The prize, though, goes to this passage, which takes swipes at (presumably) knuckle-dragging Texans and the president they helped elect: “Yet again, Texas [where the tournament took place] provided the front line in the war between the sexes. Babe Didrikson Zaharias, who in 1945 became the last woman to play on the PGA Tour, was from Beaumont. [Billie Jean] King defeated [Bobby] Riggs in Houston’s Astrodome. This, too, is the home state of President George W. Bush, whose administration, many advocates of women’s sports fear, will soon dilute Title IX”—which, by banning sex discrimination in federally-funded athletics programs, has resulted in the elimination of many men’s teams.

But just as telling as this politicized spin was what the Times failed to include in its coverage that day: two statements—essential to understanding the story—that the Associated Press reported and that appeared in hundreds of papers around the country.
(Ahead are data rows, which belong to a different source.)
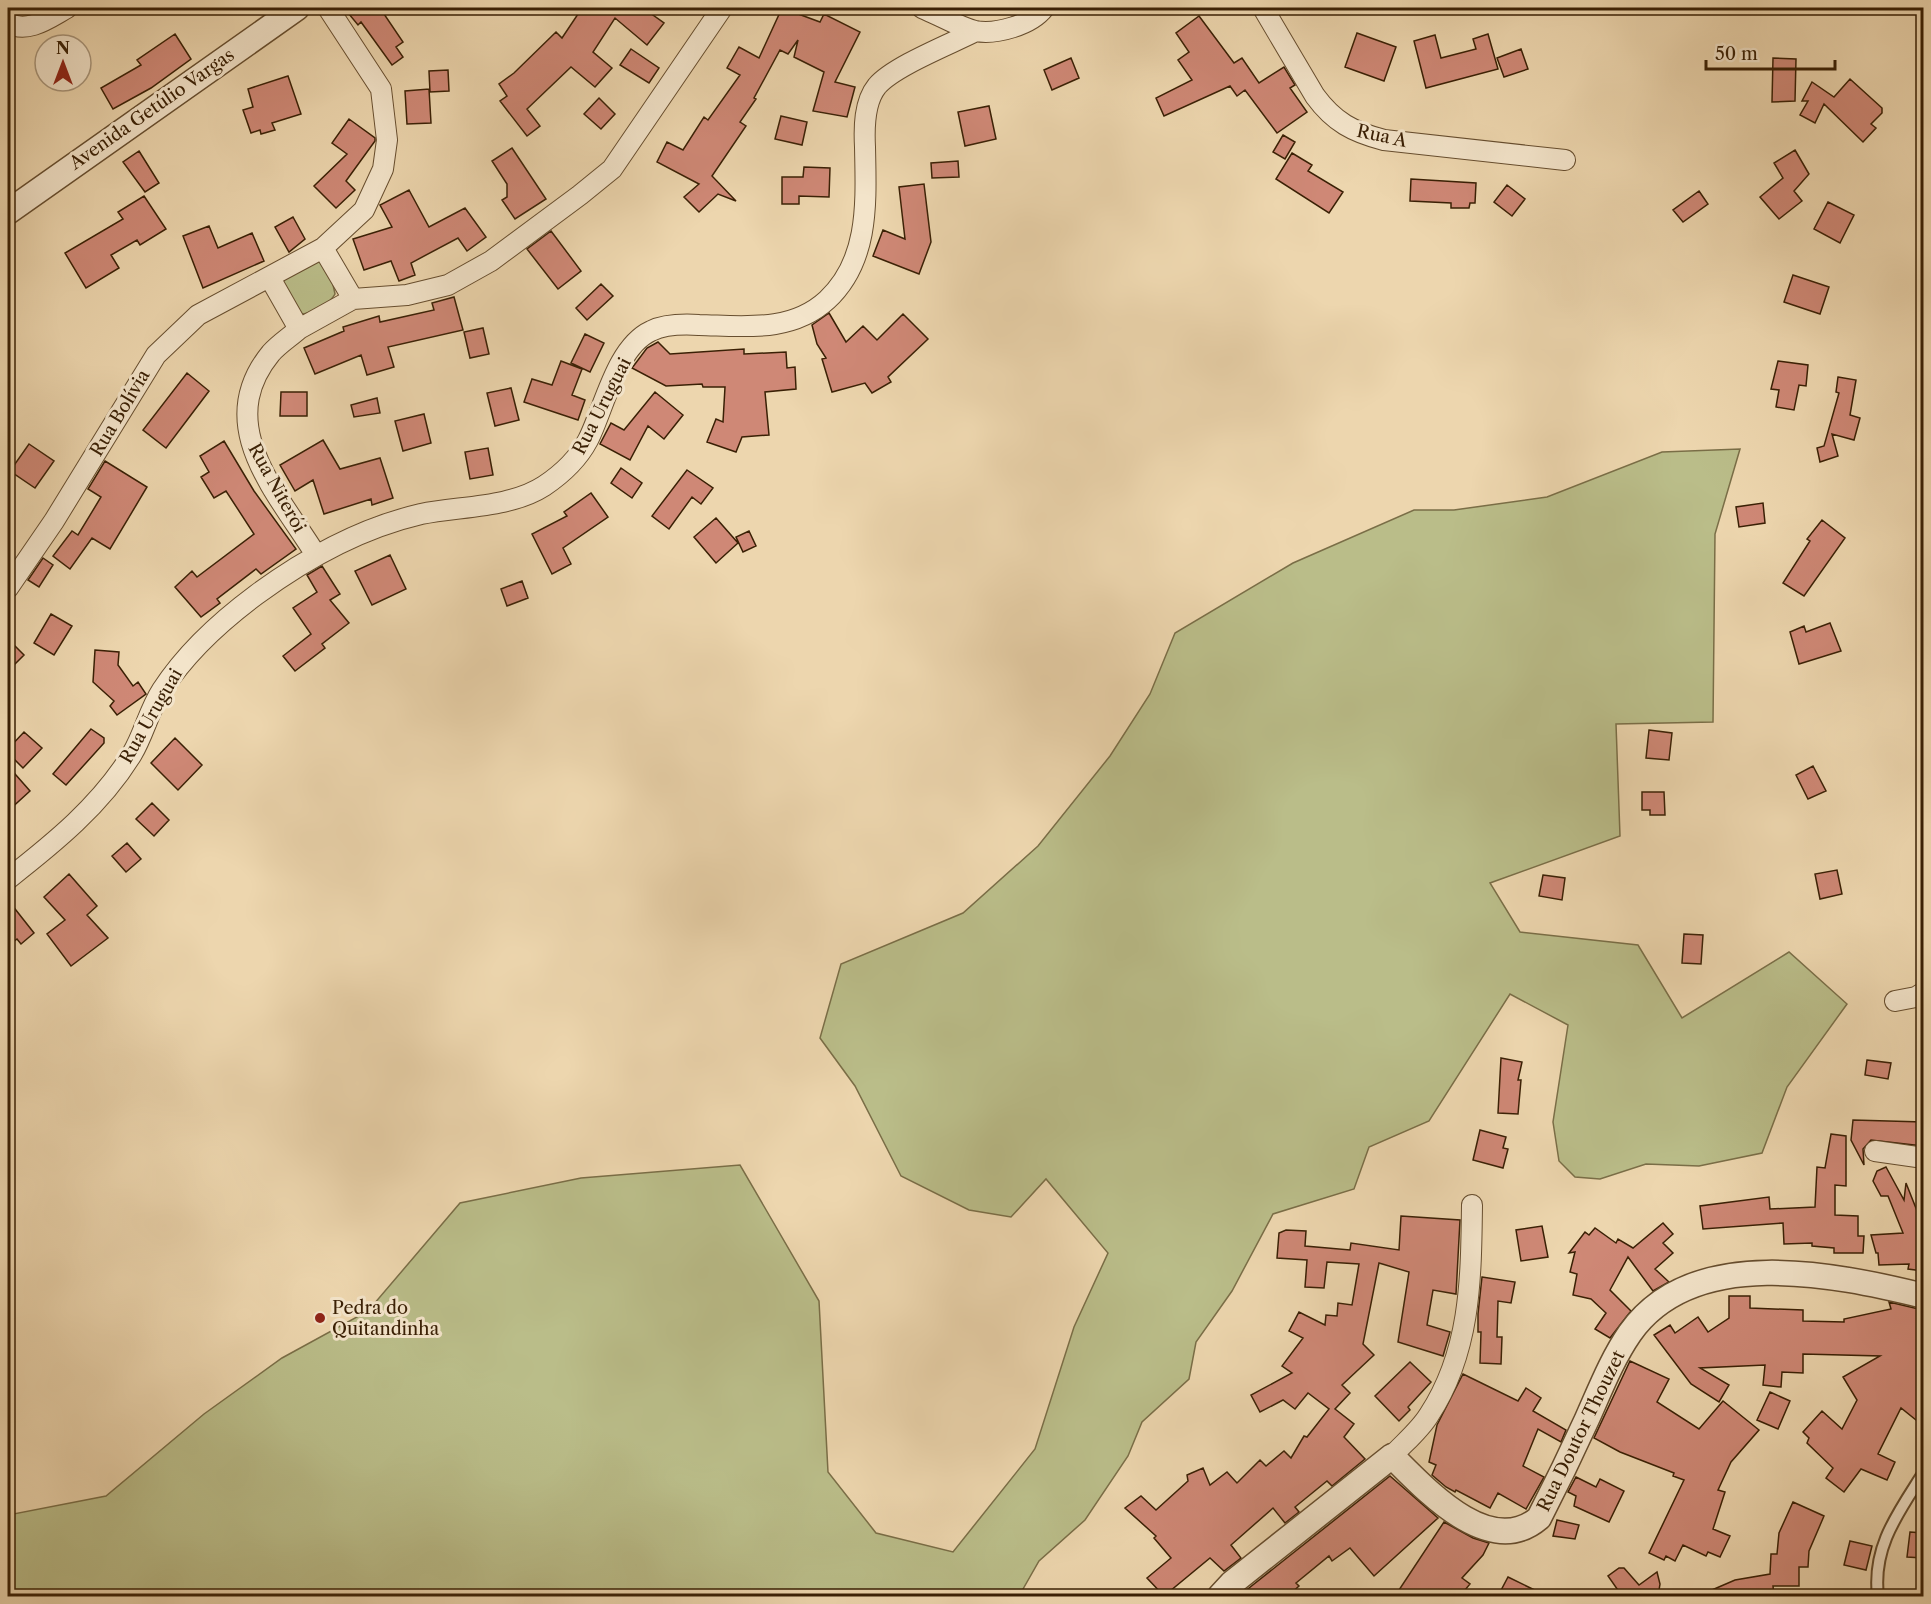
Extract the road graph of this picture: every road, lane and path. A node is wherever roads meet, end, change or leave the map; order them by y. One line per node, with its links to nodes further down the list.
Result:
1 (67, 8): 8 (street)
2 (297, 8): 11 (street, Avenida Getúlio Vargas)
3 (328, 8): 12 (street, Rua Bolívia)
4 (722, 8): 14 (street)
5 (922, 8): 9 (street)
6 (1044, 8): 9 (street)
7 (1263, 8): 10 (street, Rua A)
8 (8, 22)
9 (976, 31): 16 (street, Rua Uruguai)
10 (1565, 160)
11 (8, 212)
12 (323, 248): 13 (street, Rua Bolívia); 14 (street)
13 (270, 278): 15 (street); 17 (street, Rua Bolívia)
14 (353, 299): 15 (street, Rua Niterói)
15 (299, 329): 16 (street, Rua Niterói)
16 (316, 555): 18 (street, Rua Uruguai)
17 (8, 588)
18 (8, 879)
19 (1923, 992): 20 (street)
20 (1896, 1001)
21 (1875, 1151): 22 (street)
22 (1923, 1158)
23 (1472, 1205): 25 (street)
24 (1923, 1296): 25 (street, Rua Doutor Thouzet)
25 (1392, 1456): 27 (street)
26 (1923, 1472): 28 (lane)
27 (1220, 1596)
28 (1878, 1596)

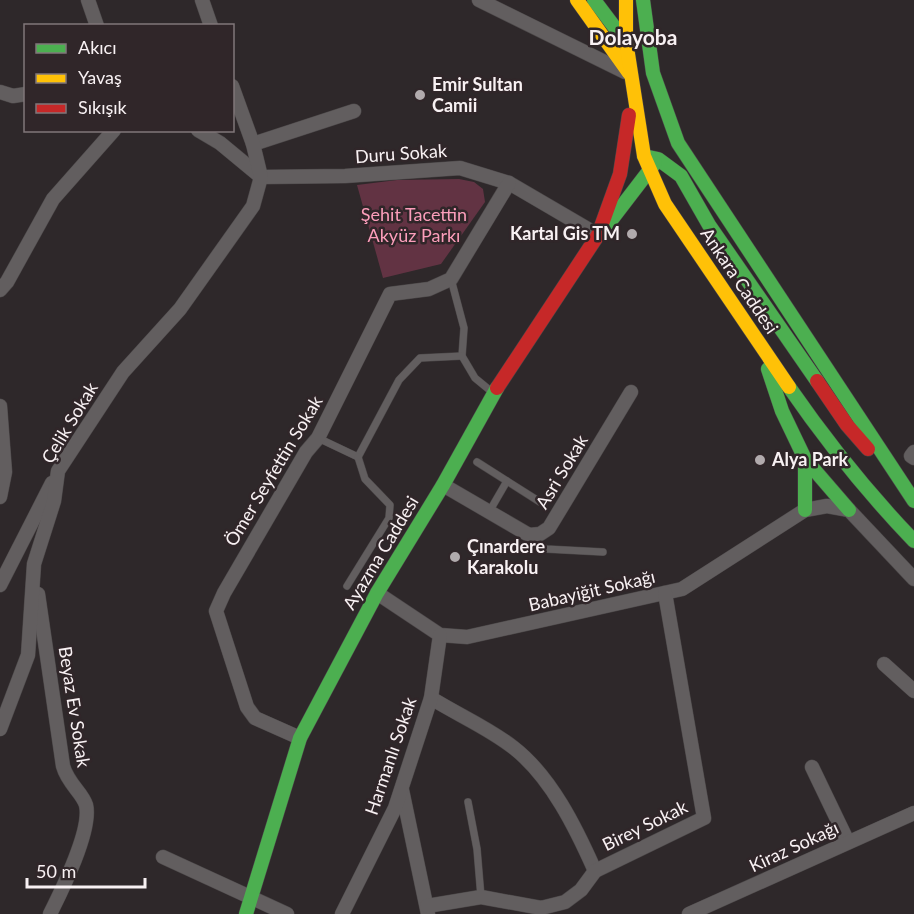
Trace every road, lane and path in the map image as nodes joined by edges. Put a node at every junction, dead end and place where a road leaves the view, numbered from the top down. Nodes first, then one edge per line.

First, a key admission from Annika Sorenstam herself: “It was a great week but I’ve got to go back to my tour, where I belong. I’m glad I did it, but this is way over my head.” Also, it seems that the previous day, President Bush had fielded a question about Sorenstam. “I hope she makes the cut,” he said. “I’m pulling for her, and I hope I’ll be watching her on Saturday and Sunday.”

So much for the New York Times’s renewed commitment to honest journalism.

At the conclusion of the tournament, Tim Finchem, commissioner of the women’s golf tour, called Sorenstam “a champion who so wonderfully represents the core values of our great game, sportsmanship and integrity.” Under Howell Raines, it seems, the Times too often represents a different set of values.

Harry Stein is a contributing editor of City Journal. A journalist and novelist, he is the author of How I Accidentally Joined the Vast Right-Wing Conspiracy: (And Found Inner Peace) and the forthcoming The Girl Watchers Club.